How much of that is being driven by oil money by the neighbors? That’s the important point here.


----------



## Dubai_Boy

Nope, The USA,UK,Russia,China and India/Pakistan are big investors (property) and spenders (tourists) in Dubai. KSA is up there as well but the rest of the GCC are negligible in comparison.


----------



## Gabriel900

The same topic in every thread of Dubai repeated 20 times ..


----------



## BinSuroor

Please stop the out of topic discussions!
Every time i see a new post I hope there will be a new update
but all I see is this out of topic discussions :bash:


----------



## N830MH

Folks, please stop posting on this thread. Just stop! 

Please take a break! This thread will be locked unless when they resume construction. You may leave PM to moderators.


----------



## Twopsy

There are already quite a lot of apartments for sale in Dubai Creek Harbour. 

https://www.bayut.com/for-sale/apartments/dubai/the-lagoons/dubai-creek-harbour/

That's a good sign.


----------



## Orbiting

Yeah off plan buying would be super risky right now.


----------



## maxxell

more than 10 pages now, without picture progress.
something going on with this project?


----------



## Guest

Any news on The tallest twin towers that will come with creek tower 452m+ ????


----------



## Braudian88

wewillwin98 said:


> Any news on The tallest twin towers that will come with creek tower 452m+ ????


Twin Towers!?

Are these what you mean?

















As far as I know, instead of being made the twins will make the tower that we all know known as the tower at DCH that can reach 1.345 km


----------



## Twopsy

Although I have to admit that Petronas Towers are the most beautiful skyscrapers I have even seen, I am not so glad to see Dubai copying another famous design after already three ugly copies of Chrysler Building in that city. Let's hope those towers do not look too similar to Petronas Towers.


----------



## Gabriel900

Twopsy said:


> Although I have to admit that Petronas Towers are the most beautiful skyscrapers I have even seen, I am not so glad to see Dubai copying another famous design after already three ugly copies of Chrysler Building in that city. Let's hope those towers do not look too similar to Petronas Towers.

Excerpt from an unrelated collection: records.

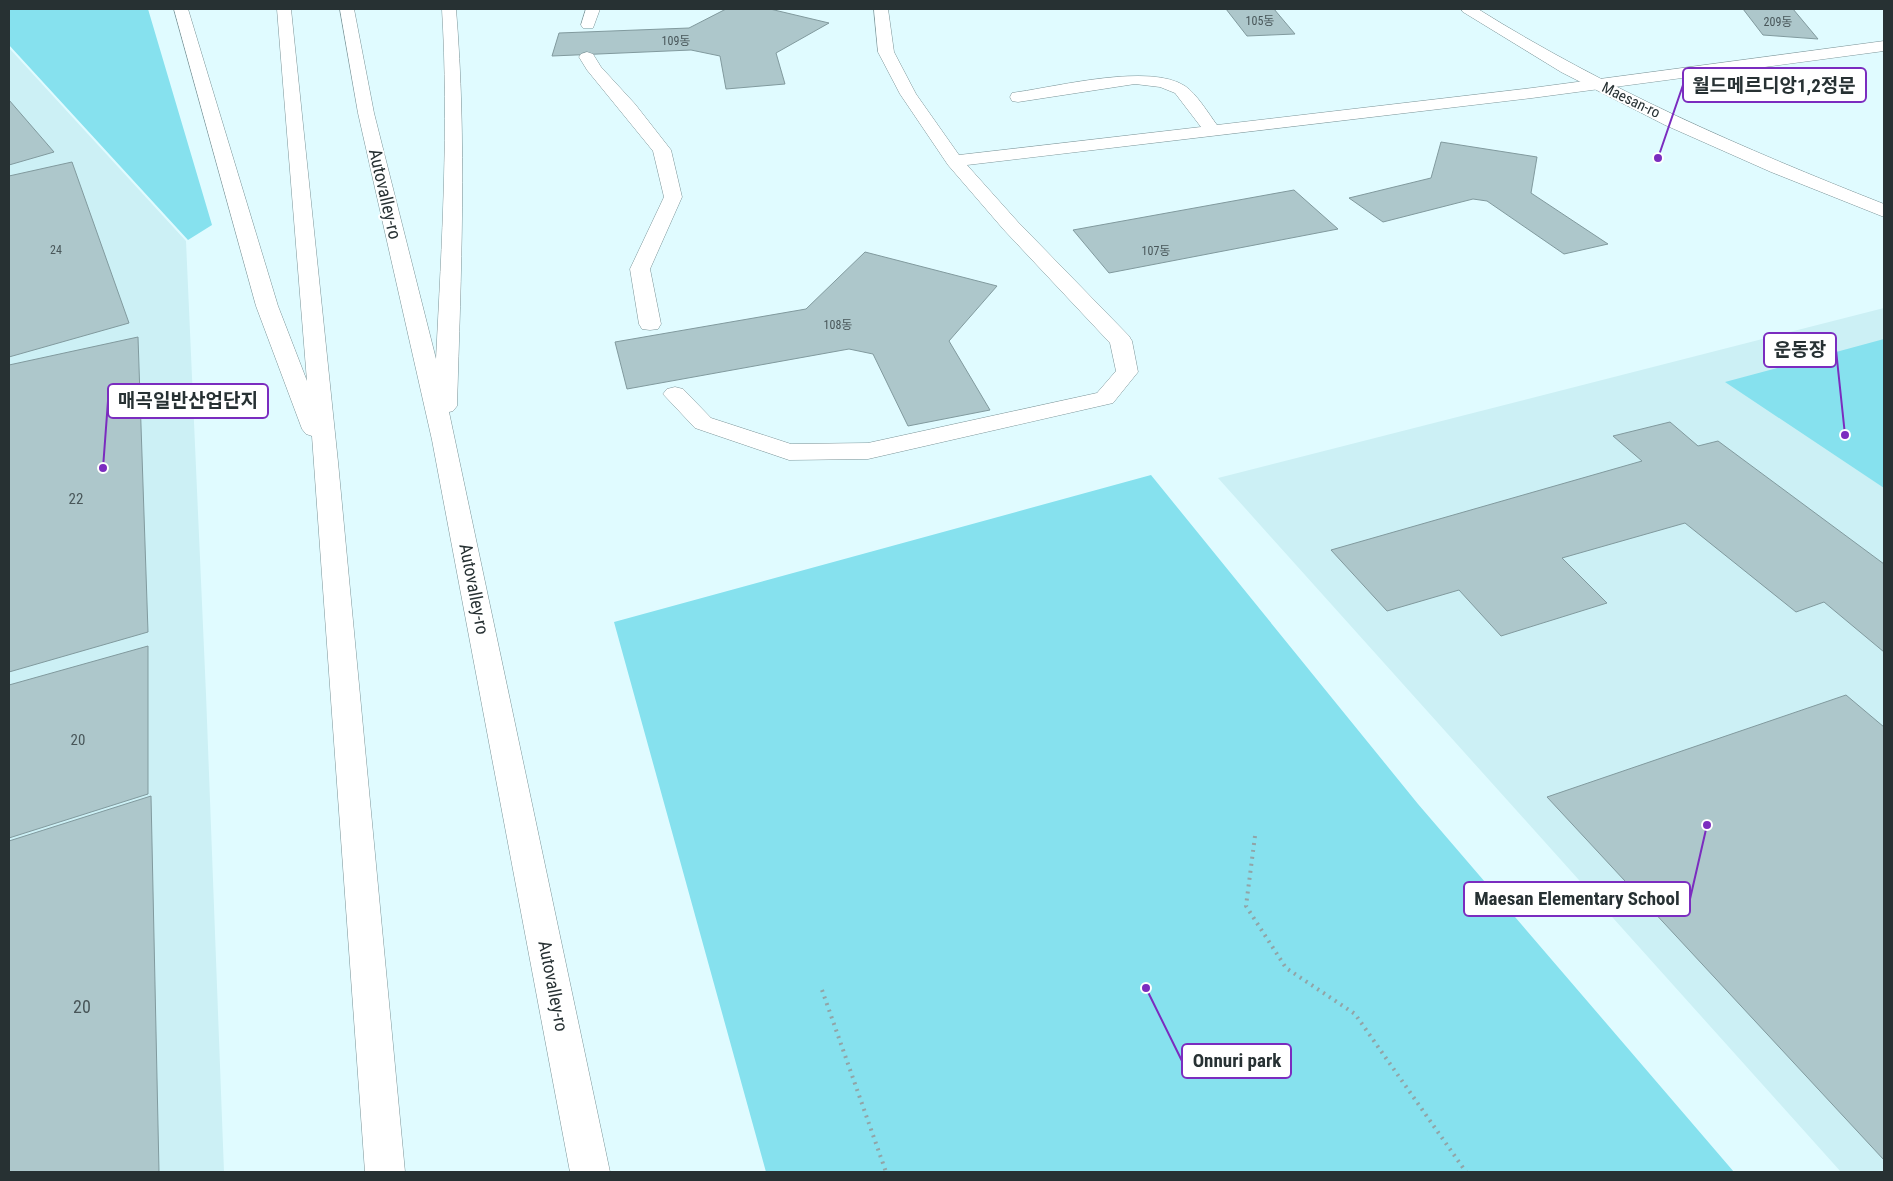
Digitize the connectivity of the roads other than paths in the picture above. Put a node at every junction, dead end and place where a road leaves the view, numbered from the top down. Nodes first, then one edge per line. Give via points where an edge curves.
1 (182, 9) edge
2 (284, 9) edge
3 (347, 9) edge
4 (449, 9) edge
5 (593, 9) edge
6 (881, 9) edge
7 (1468, 9) edge
8 (588, 25) dead end
9 (1884, 46) edge
10 (587, 57) dead end
11 (1599, 84) junction
12 (1018, 97) dead end
13 (1213, 131) junction
14 (954, 161) junction
15 (1884, 211) edge
16 (650, 324) dead end
17 (675, 394) dead end
18 (444, 440) junction
19 (326, 462) junction
20 (385, 1172) edge
21 (590, 1172) edge

1 - 19 main road via 266,306
2 - 19 main road
3 - 18 main road, Autovalley-ro via 366,113
4 - 18 main road via 453,55 453,199
5 - 8 main road
6 - 14 main road via 886,52 908,94
7 - 11 main road, Maesan-ro
9 - 11 main road
10 - 16 main road via 662,150 673,197 640,269
11 - 13 main road
11 - 15 main road, Maesan-ro via 1677,123
12 - 13 main road via 1135,79 1164,82 1181,90
13 - 14 main road
14 - 17 main road via 1121,341 1126,372 1105,398 868,451 789,452 703,423
18 - 21 main road, Autovalley-ro
19 - 20 main road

I would like to share with you the happy very old news that these twins are canceled 5 years ago :lol:




Now can we please stop posting random things here ... unless we have an update maybe we should try to find the appropriate thread for any out of topic discussion


----------



## Kyll.Ing.

Gabriel900 said:


> I would like to share with you the happy very old news that these twins are canceled 5 years ago :lol:
> 
> Now can we please stop posting random things here ... unless we have an update maybe we should try to find the appropriate thread for any out of topic discussion


The thing is, there's not much to discuss at the moment apart from reasons why the tower isn't being built right now. If you like, I'd support it if you want to temporarily lock the thread until further news or updates surface. As a mod, you've got the keys to the thread, and you're usually the person to find updates anyway. With the information currently available, we could either discuss things we've discussed before over again, discuss off-topic stuff, or have no discussion at all. Neither of the three options seem particularly productive, but at least the latter would make it quiet until there are new things to discuss.


----------



## Twopsy

Gabriel900 said:


> Now can we please stop posting random things here ... unless we have an update maybe we should try to find the appropriate thread for any out of topic discussion


YOU were the one who always said that this topic was about the whole developement and not only the tower.


----------



## Gabriel900

^^ Chill ... this has nothing to do with what you posted .. I didn't want to write a different post so I shoved it in the same one

Kyll.Ing. we will discuss the idea of locking it, not the worst idea


----------



## Fayez

Now how many pages with only BLAH BLAH BLAH without updates. I lost count. I agree that this thread and JT thread, both has to be temporarily closed until next update


----------



## Gabriel900

fayzoon said:


> Now how many pages with only BLAH BLAH BLAH without updates. I lost count. I agree that this thread and JT thread, both has to be temporarily closed until next update


Let's give this a bit more time before locking it .. no need to lock it now since we have threads for general discussions of Dubai .. we just need to use them instead.


----------



## niçois

Ridiculous thread at this point ! Almost giving up


----------



## city of the future

I would say lock this, and JT. that way we know when it is reopened some legit news has come out


----------



## Kyll.Ing.

city of the future said:


> I would say lock this, and JT. that way we know when it is reopened some legit news has come out


Just make sure to put in the closing post (and opening post?) a person to contact if legit news are found, so anyone can contribute to opening the thread again when the news finally drop. Maybe also sum up the project status and why the threads were closed in a separate paragraph.


----------



## city of the future

Maybe we can contact Gabriel if any news arise, but he is knowledgeable of Dubai projects so chances he will find it


----------



## Victhor

city of the future said:


> I would say lock this, and JT. that way we know when it is reopened some legit news has come out


Anyway, this is a forum, we are here to discuss. So it is fine if this construction thread is only for construction news, but we should have another thread for discussion, opinions, rumours, etc. about this project.


----------



## Kyll.Ing.

city of the future said:


> Maybe we can contact Gabriel if any news arise, but he is knowledgeable of Dubai projects so chances he will find it


Of course this is true for this thread, it will probably be Gabriel who posts the first update anyway, but in the Jeddah Tower thread news have come from many different sources. 



Victhor said:


> Anyway, this is a forum, we are here to discuss. So it is fine if this construction thread is only for construction news, but we should have another thread for discussion, opinions, rumours, etc. about this project.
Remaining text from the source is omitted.